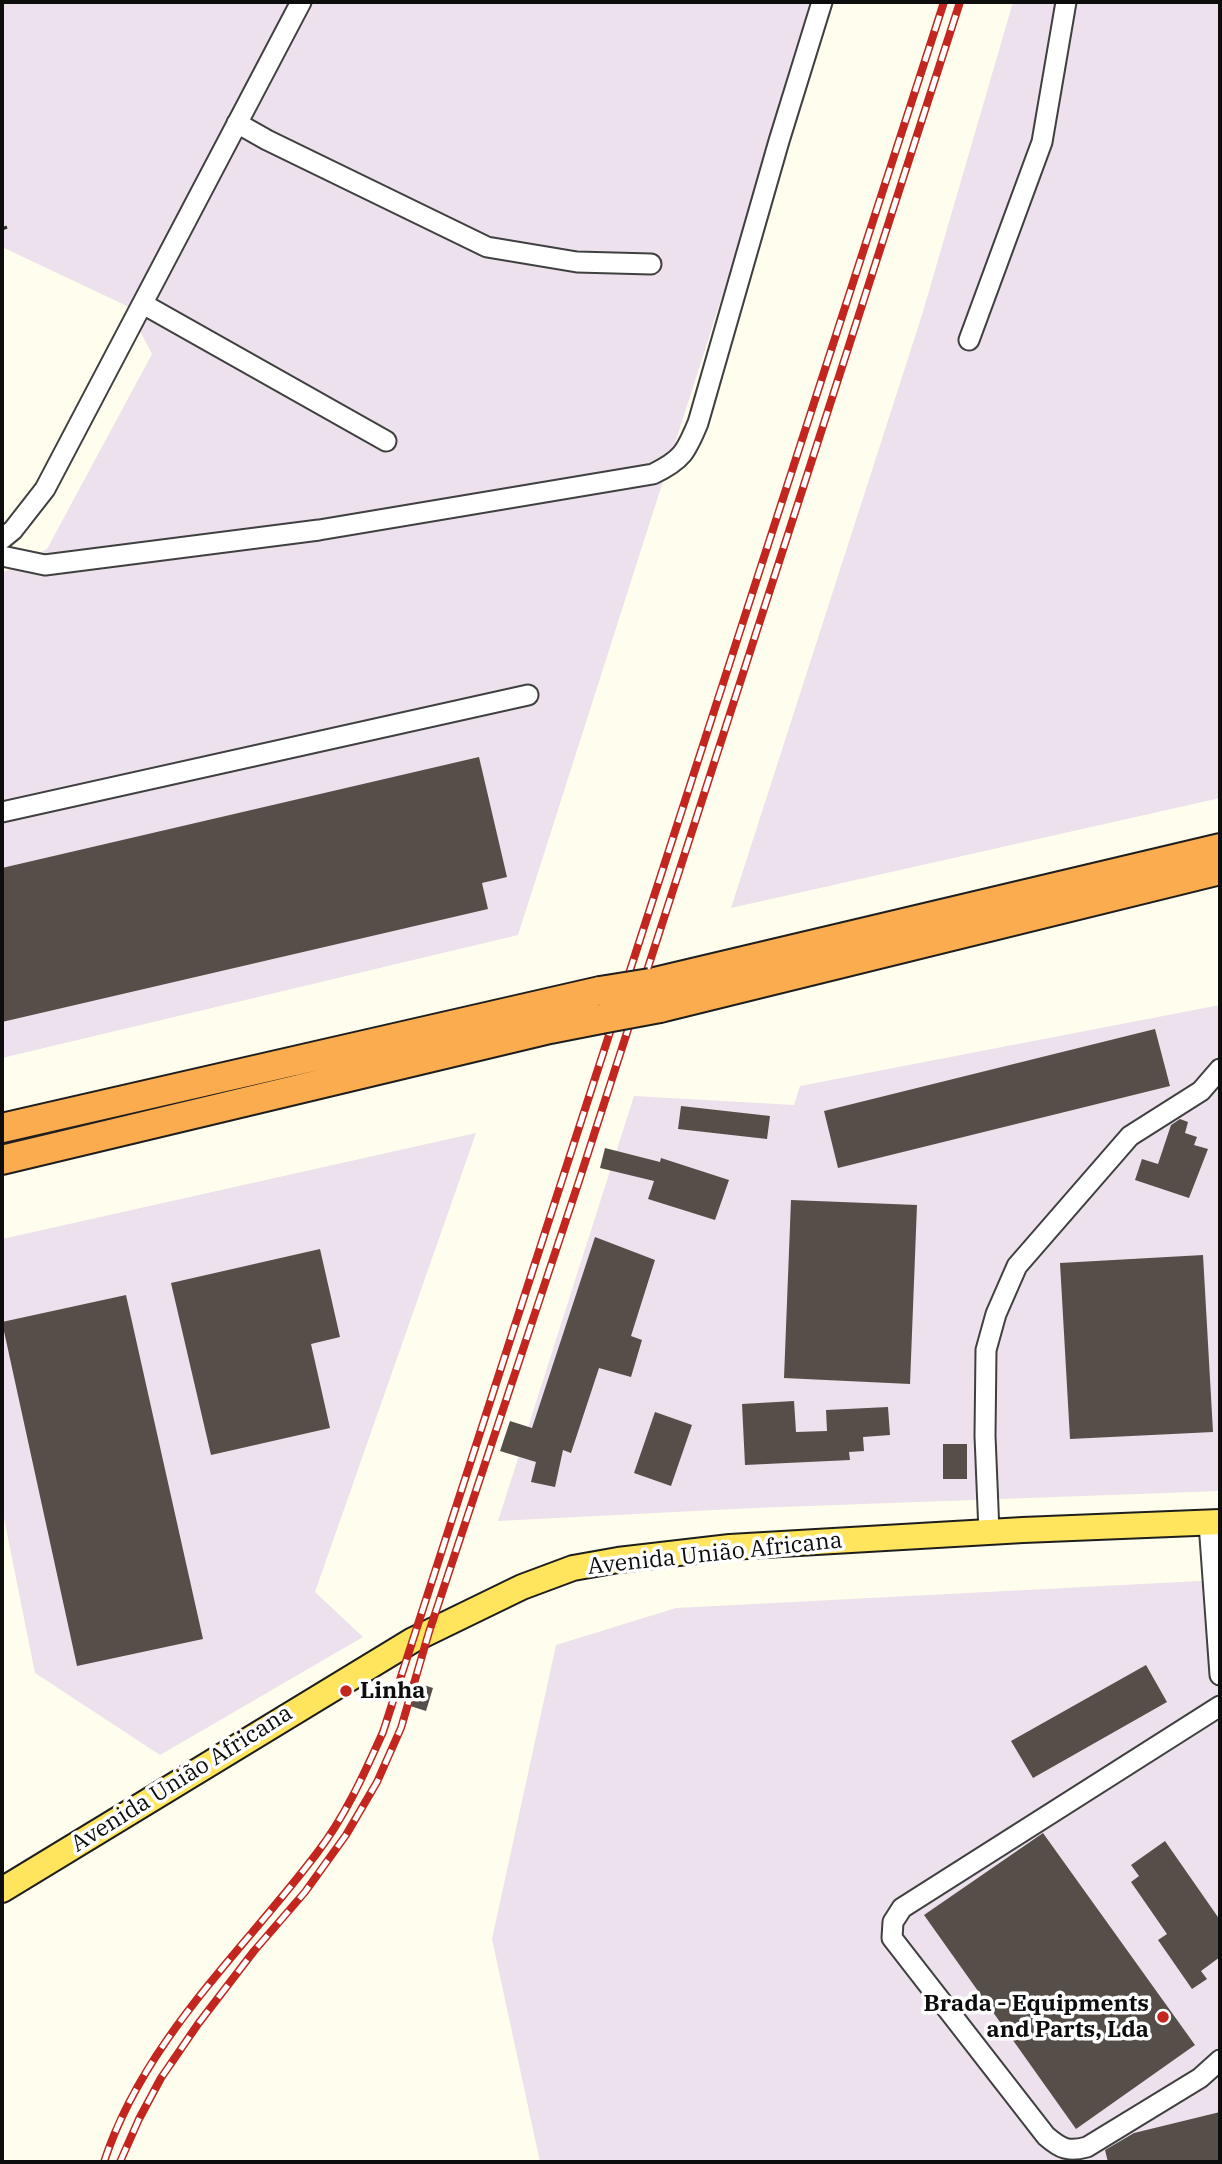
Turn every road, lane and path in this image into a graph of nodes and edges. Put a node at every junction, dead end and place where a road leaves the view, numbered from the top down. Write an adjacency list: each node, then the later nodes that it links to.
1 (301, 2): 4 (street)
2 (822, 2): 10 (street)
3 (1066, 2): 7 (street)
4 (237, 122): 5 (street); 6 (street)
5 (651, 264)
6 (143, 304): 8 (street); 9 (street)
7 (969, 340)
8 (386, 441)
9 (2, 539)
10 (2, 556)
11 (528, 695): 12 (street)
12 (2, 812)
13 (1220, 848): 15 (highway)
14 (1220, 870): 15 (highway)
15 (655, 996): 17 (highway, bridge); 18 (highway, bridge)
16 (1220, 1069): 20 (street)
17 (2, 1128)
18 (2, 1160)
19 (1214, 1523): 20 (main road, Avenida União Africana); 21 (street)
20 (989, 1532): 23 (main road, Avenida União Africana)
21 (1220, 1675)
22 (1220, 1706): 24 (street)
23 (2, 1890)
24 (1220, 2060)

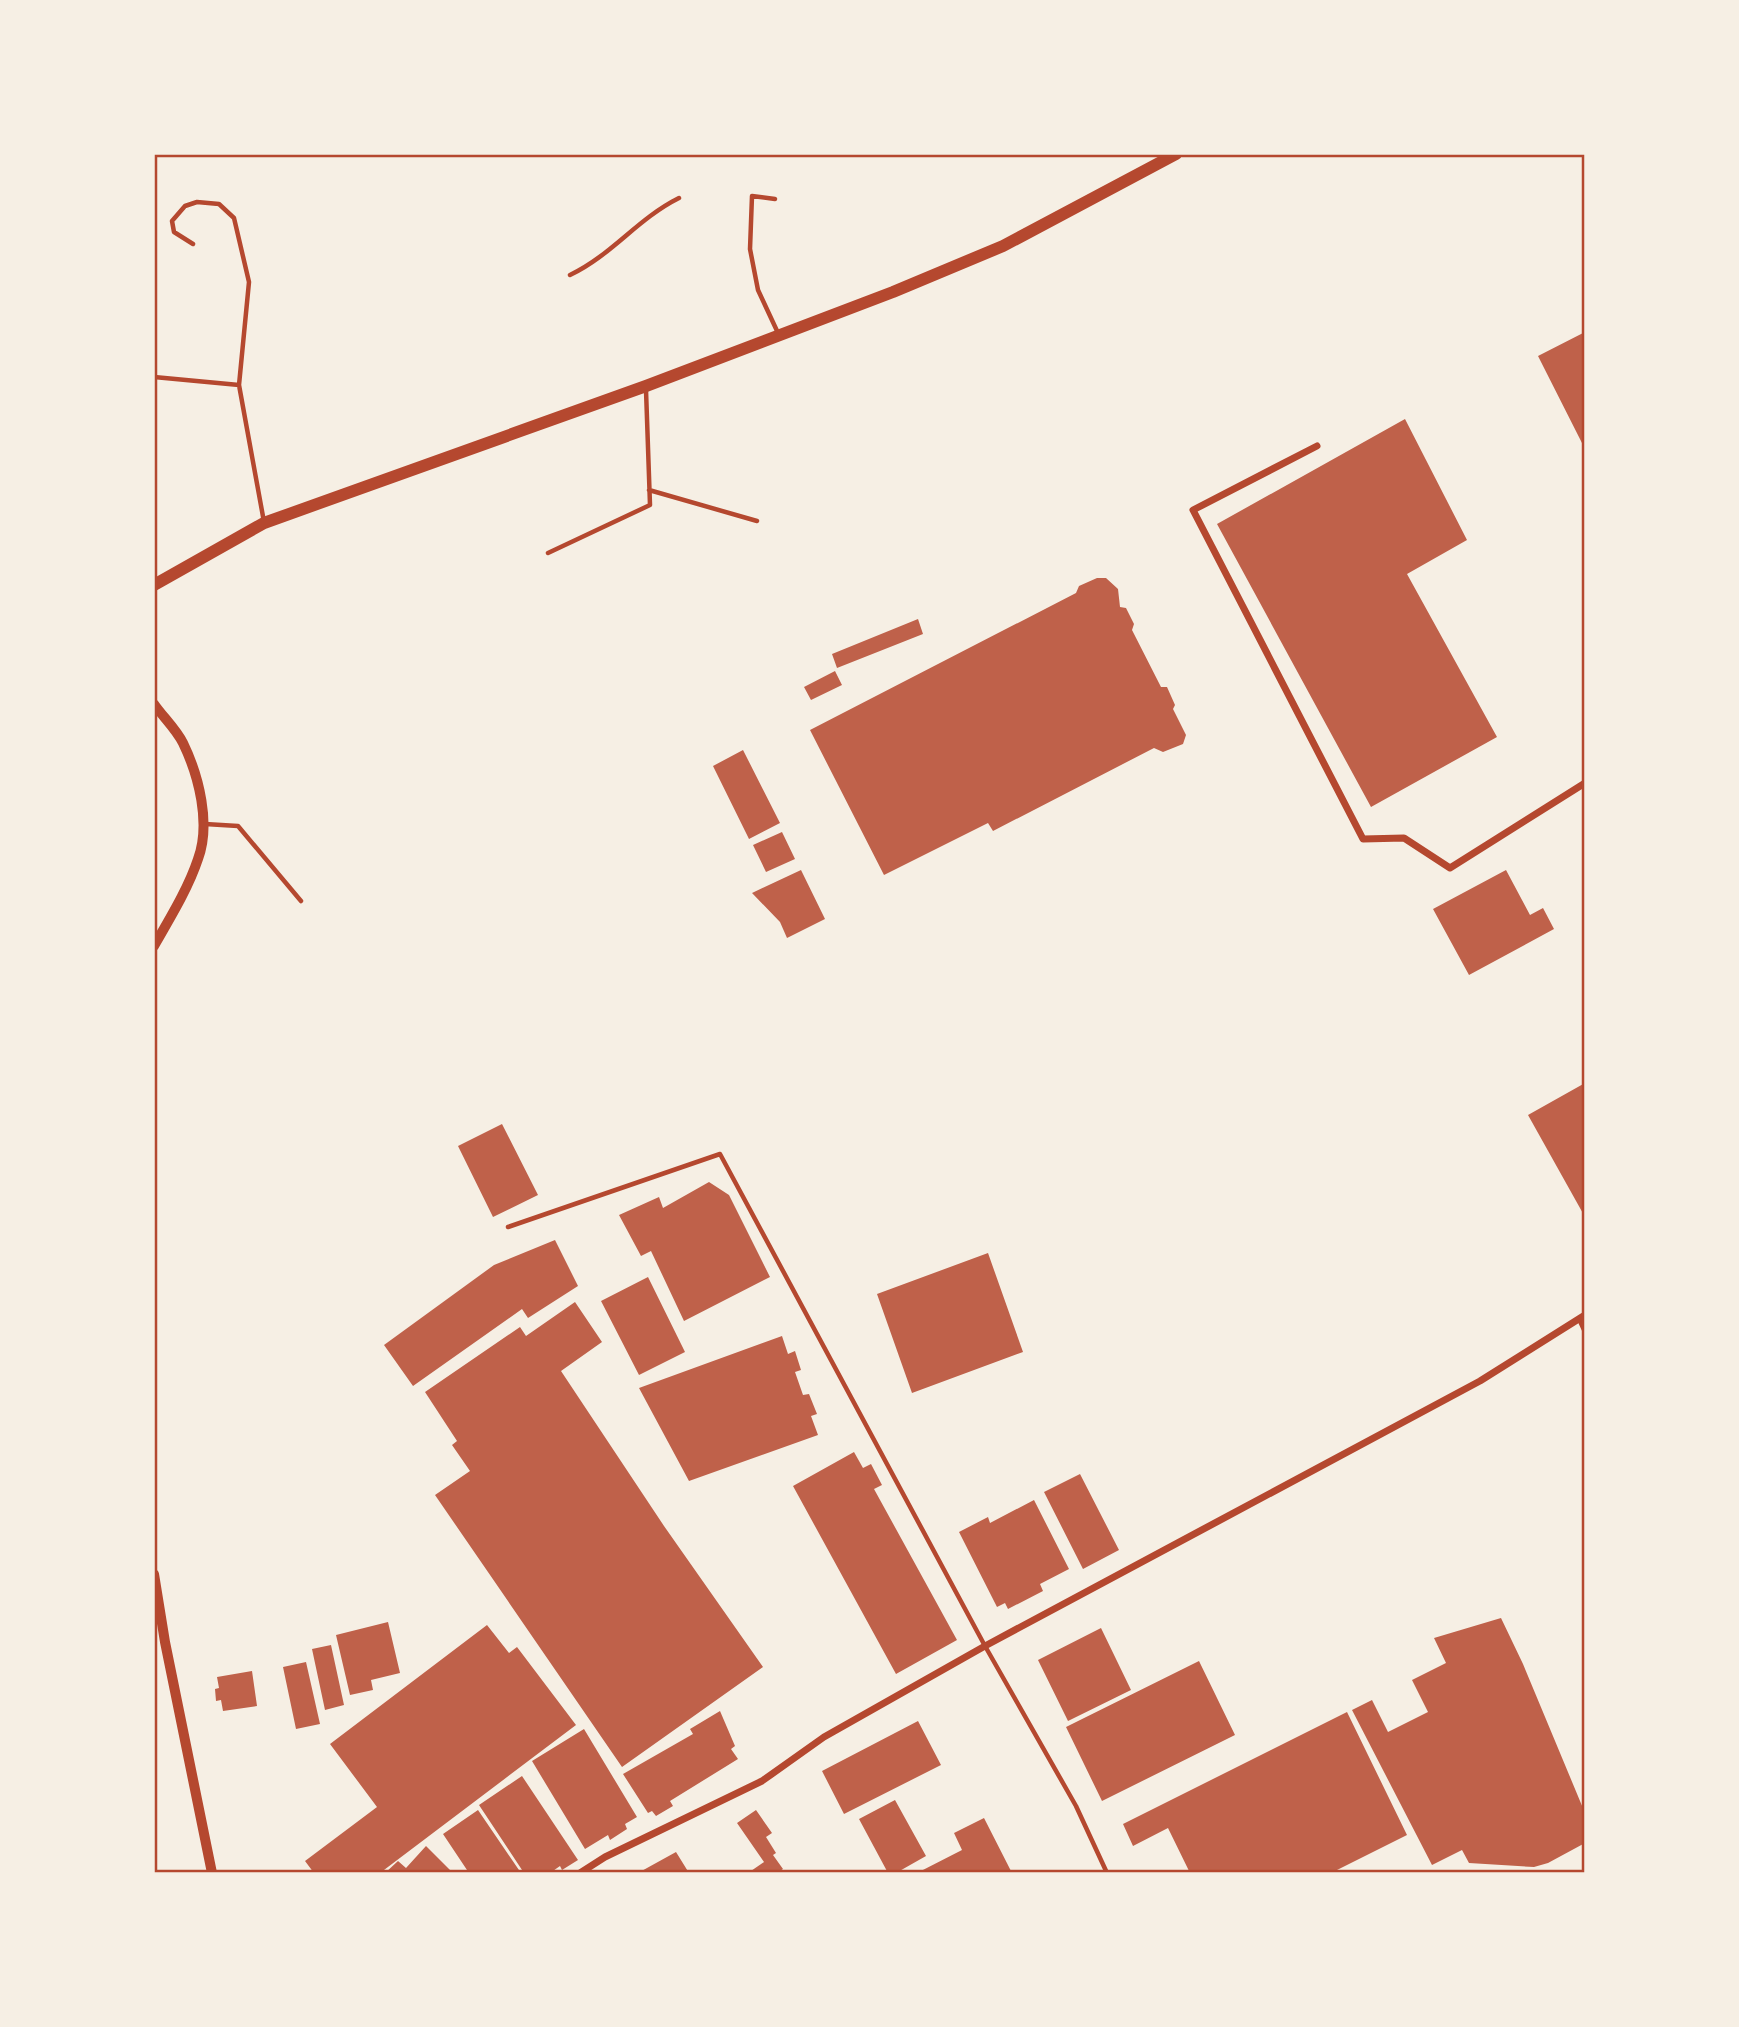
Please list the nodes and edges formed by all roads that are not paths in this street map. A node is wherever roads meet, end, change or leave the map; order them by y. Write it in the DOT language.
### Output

● ● ● ●

The pictures in the entries above should be left out; all else must be copied exactly.

Turn every road, lane and path in this image into a graph of nodes and edges. Put a node at every junction, dead end and place where a road leaves the view, numbered from the top down. Write an adjacency list: each node, then the later nodes that it links to.
1 (301, 2): 4 (street)
2 (822, 2): 10 (street)
3 (1066, 2): 7 (street)
4 (237, 122): 5 (street); 6 (street)
5 (651, 264)
6 (143, 304): 8 (street); 9 (street)
7 (969, 340)
8 (386, 441)
9 (2, 539)
10 (2, 556)
11 (528, 695): 12 (street)
12 (2, 812)
13 (1220, 848): 15 (highway)
14 (1220, 870): 15 (highway)
15 (655, 996): 17 (highway, bridge); 18 (highway, bridge)
16 (1220, 1069): 20 (street)
17 (2, 1128)
18 (2, 1160)
19 (1214, 1523): 20 (main road, Avenida União Africana); 21 (street)
20 (989, 1532): 23 (main road, Avenida União Africana)
21 (1220, 1675)
22 (1220, 1706): 24 (street)
23 (2, 1890)
24 (1220, 2060)

Please list the nodes and edges formed by all roads that are not paths in this street map. A node is wherever roads meet, end, change or leave the map; order them by y. Write it in the DOT language.
### Output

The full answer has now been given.